The response should consist of the data below, copied exactly, with no pictures in it.

Stored dataset items:
^^^^^^^^^^^^^^^^

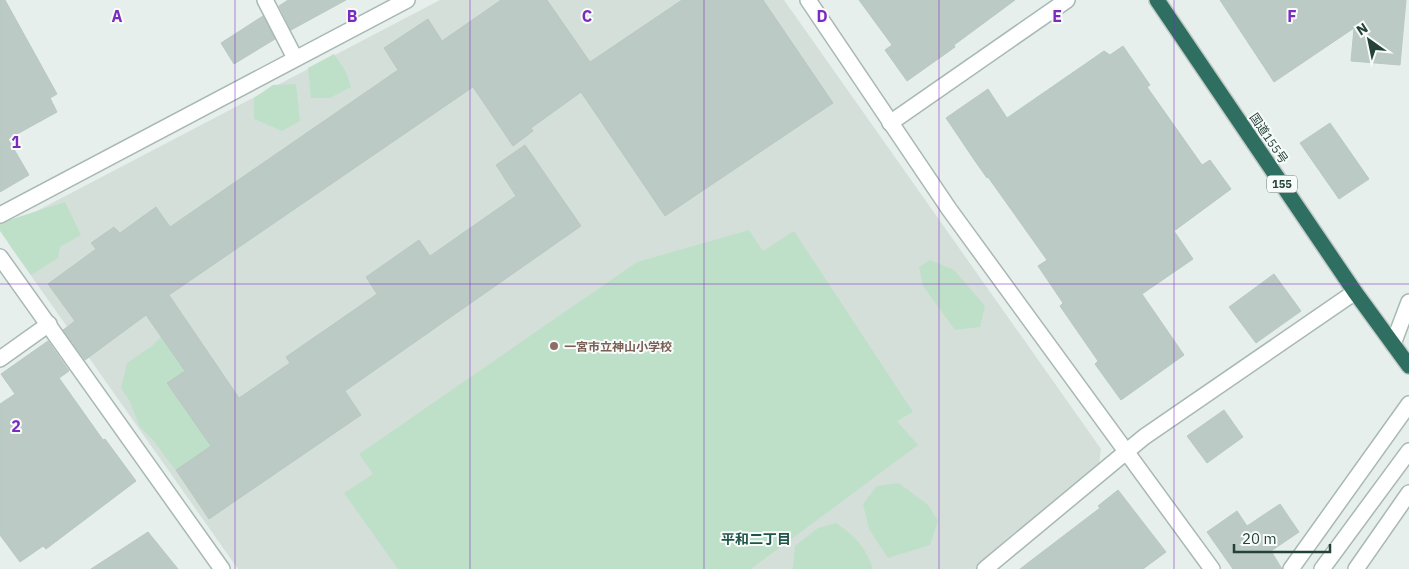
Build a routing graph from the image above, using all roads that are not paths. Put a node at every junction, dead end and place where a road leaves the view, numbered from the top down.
1 (265, 0) edge
2 (407, 0) edge
3 (808, 0) edge
4 (1067, 0) edge
5 (1157, 0) edge
6 (295, 58) junction
7 (890, 123) junction
8 (0, 215) edge
9 (0, 257) edge
10 (1355, 292) junction
11 (1409, 302) edge
12 (49, 324) junction
13 (1393, 344) junction
14 (0, 360) edge
15 (1409, 366) edge
16 (1409, 404) edge
17 (1409, 451) edge
18 (1126, 452) junction
19 (1409, 492) edge
20 (222, 569) edge
21 (985, 569) edge
22 (1212, 569) edge
23 (1291, 569) edge
24 (1322, 569) edge
25 (1356, 569) edge

1 - 6 street
2 - 6 street
3 - 7 street
4 - 7 street
5 - 10 highway, 国道155号 / 155
6 - 8 street
7 - 18 street
9 - 12 street
10 - 13 highway, 国道155号 / 155
10 - 18 street
11 - 13 street
12 - 14 street
12 - 20 street
13 - 15 highway, 国道155号 / 155
16 - 23 street
17 - 24 street
18 - 21 street
18 - 22 street
19 - 25 street

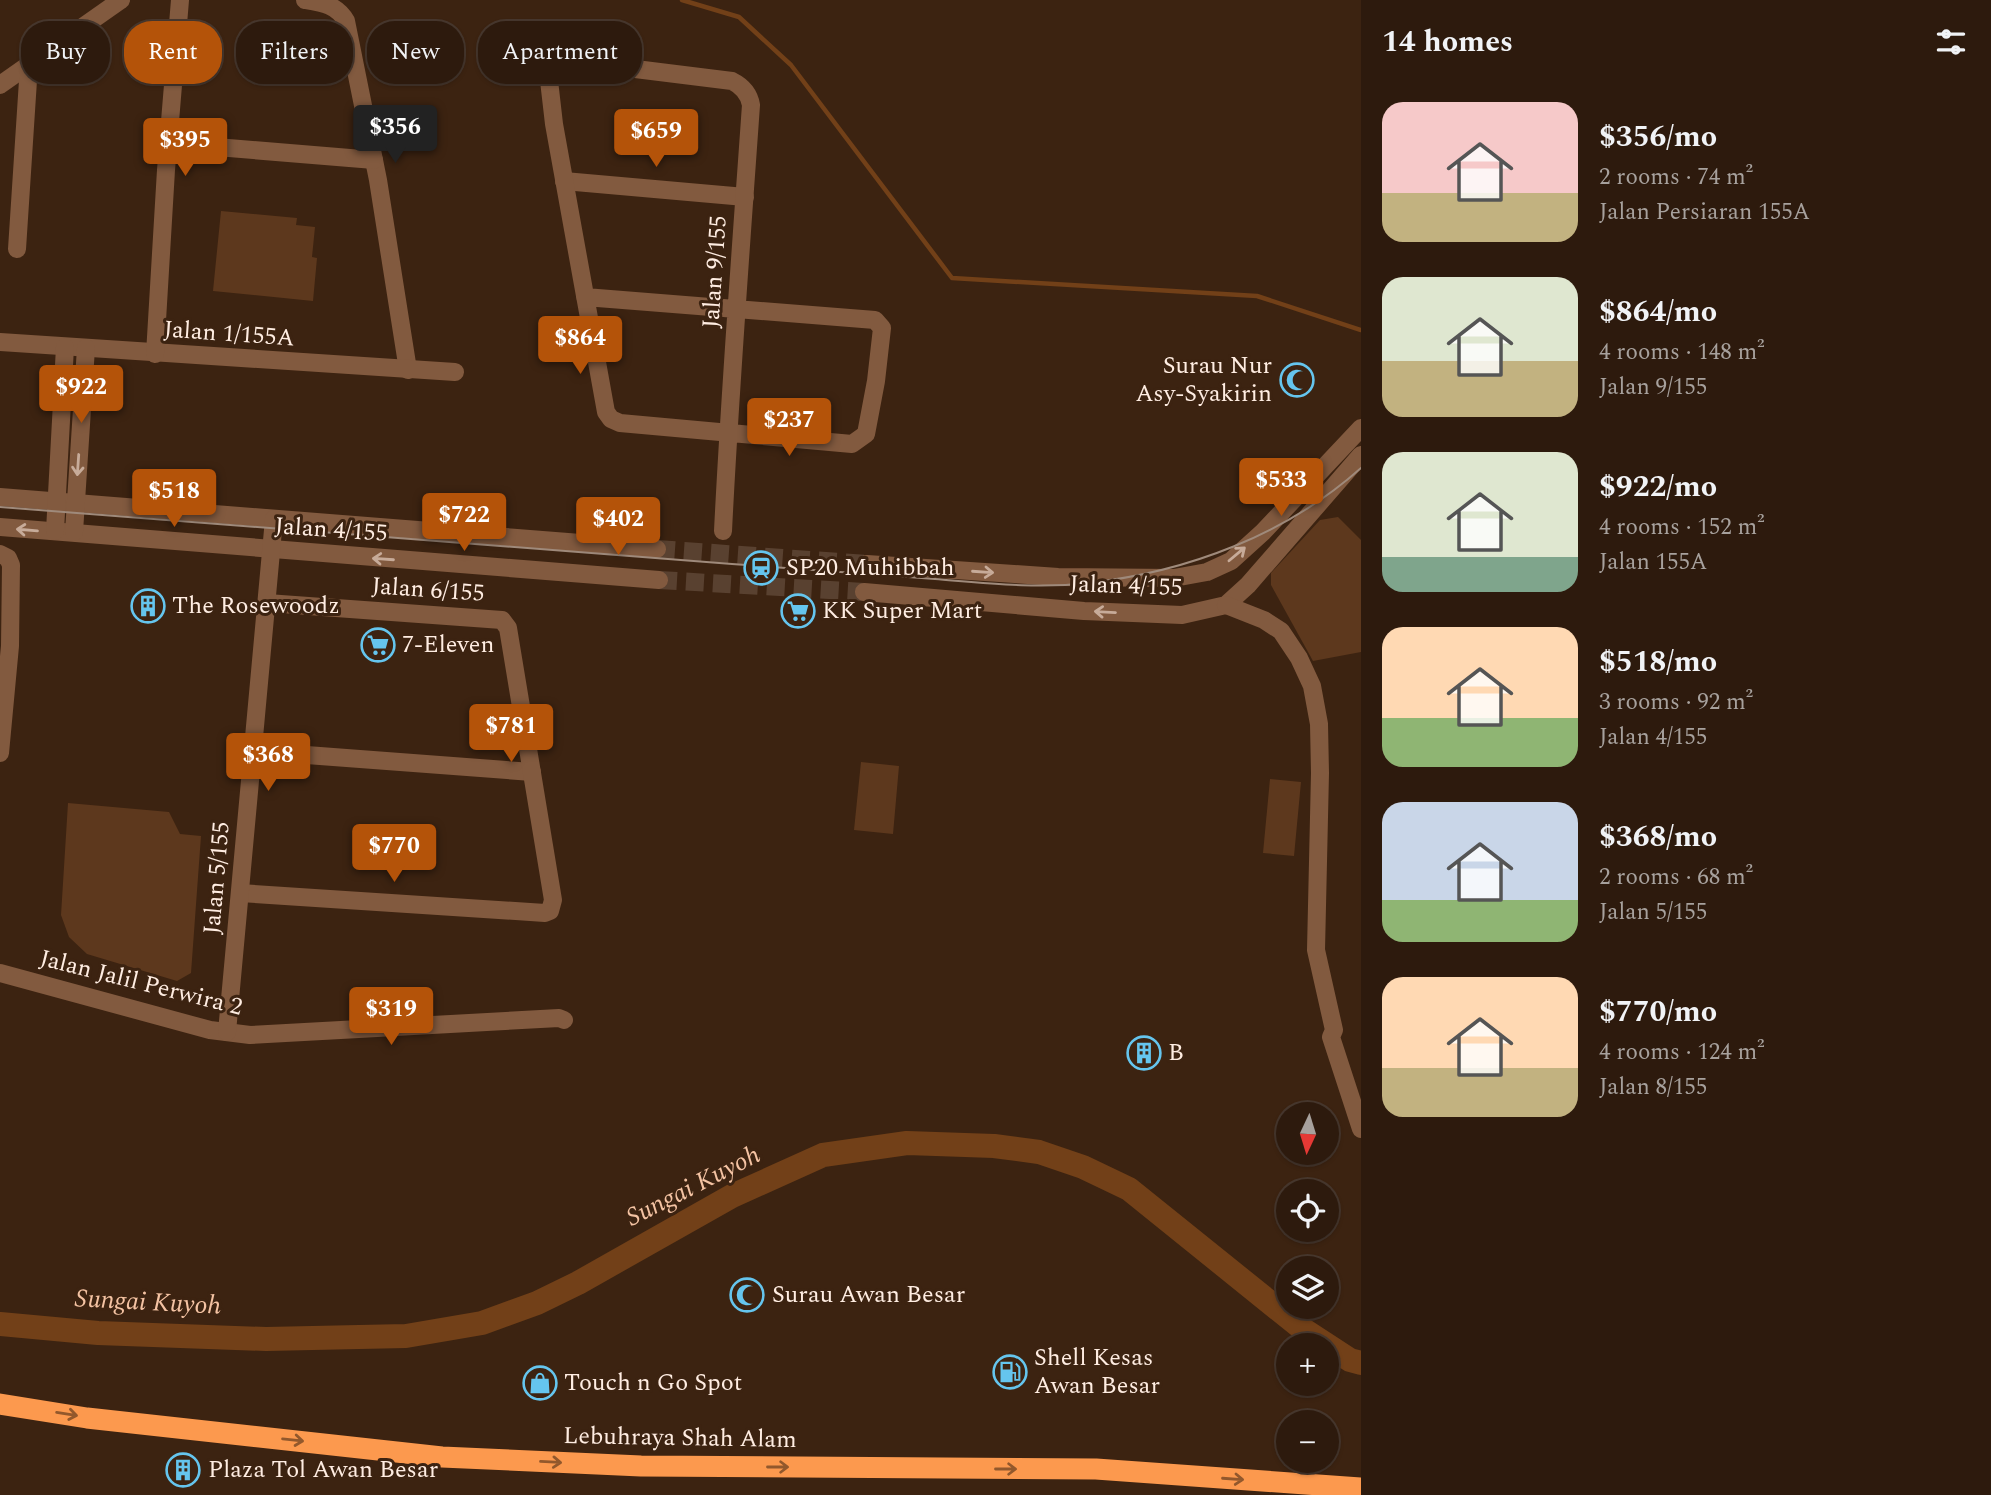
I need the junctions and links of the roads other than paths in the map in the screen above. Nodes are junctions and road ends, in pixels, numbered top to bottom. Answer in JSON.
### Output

^^^^^^^^^^^^^^^^

§ **EXERCISE ANSWER**:
Build a routing graph from the image above, using all roads that are not paths. Put a node at every junction, dead end and place where a road leaves the view, numbered from the top down.
1 (265, 0) edge
2 (407, 0) edge
3 (808, 0) edge
4 (1067, 0) edge
5 (1157, 0) edge
6 (295, 58) junction
7 (890, 123) junction
8 (0, 215) edge
9 (0, 257) edge
10 (1355, 292) junction
11 (1409, 302) edge
12 (49, 324) junction
13 (1393, 344) junction
14 (0, 360) edge
15 (1409, 366) edge
16 (1409, 404) edge
17 (1409, 451) edge
18 (1126, 452) junction
19 (1409, 492) edge
20 (222, 569) edge
21 (985, 569) edge
22 (1212, 569) edge
23 (1291, 569) edge
24 (1322, 569) edge
25 (1356, 569) edge

1 - 6 street
2 - 6 street
3 - 7 street
4 - 7 street
5 - 10 highway, 国道155号 / 155
6 - 8 street
7 - 18 street
9 - 12 street
10 - 13 highway, 国道155号 / 155
10 - 18 street
11 - 13 street
12 - 14 street
12 - 20 street
13 - 15 highway, 国道155号 / 155
16 - 23 street
17 - 24 street
18 - 21 street
18 - 22 street
19 - 25 street

I need the junctions and links of the roads other than paths in the map in the screen above. Nodes are junctions and road ends, in pixels, numbered top to bottom. Answer in JSON.
### Output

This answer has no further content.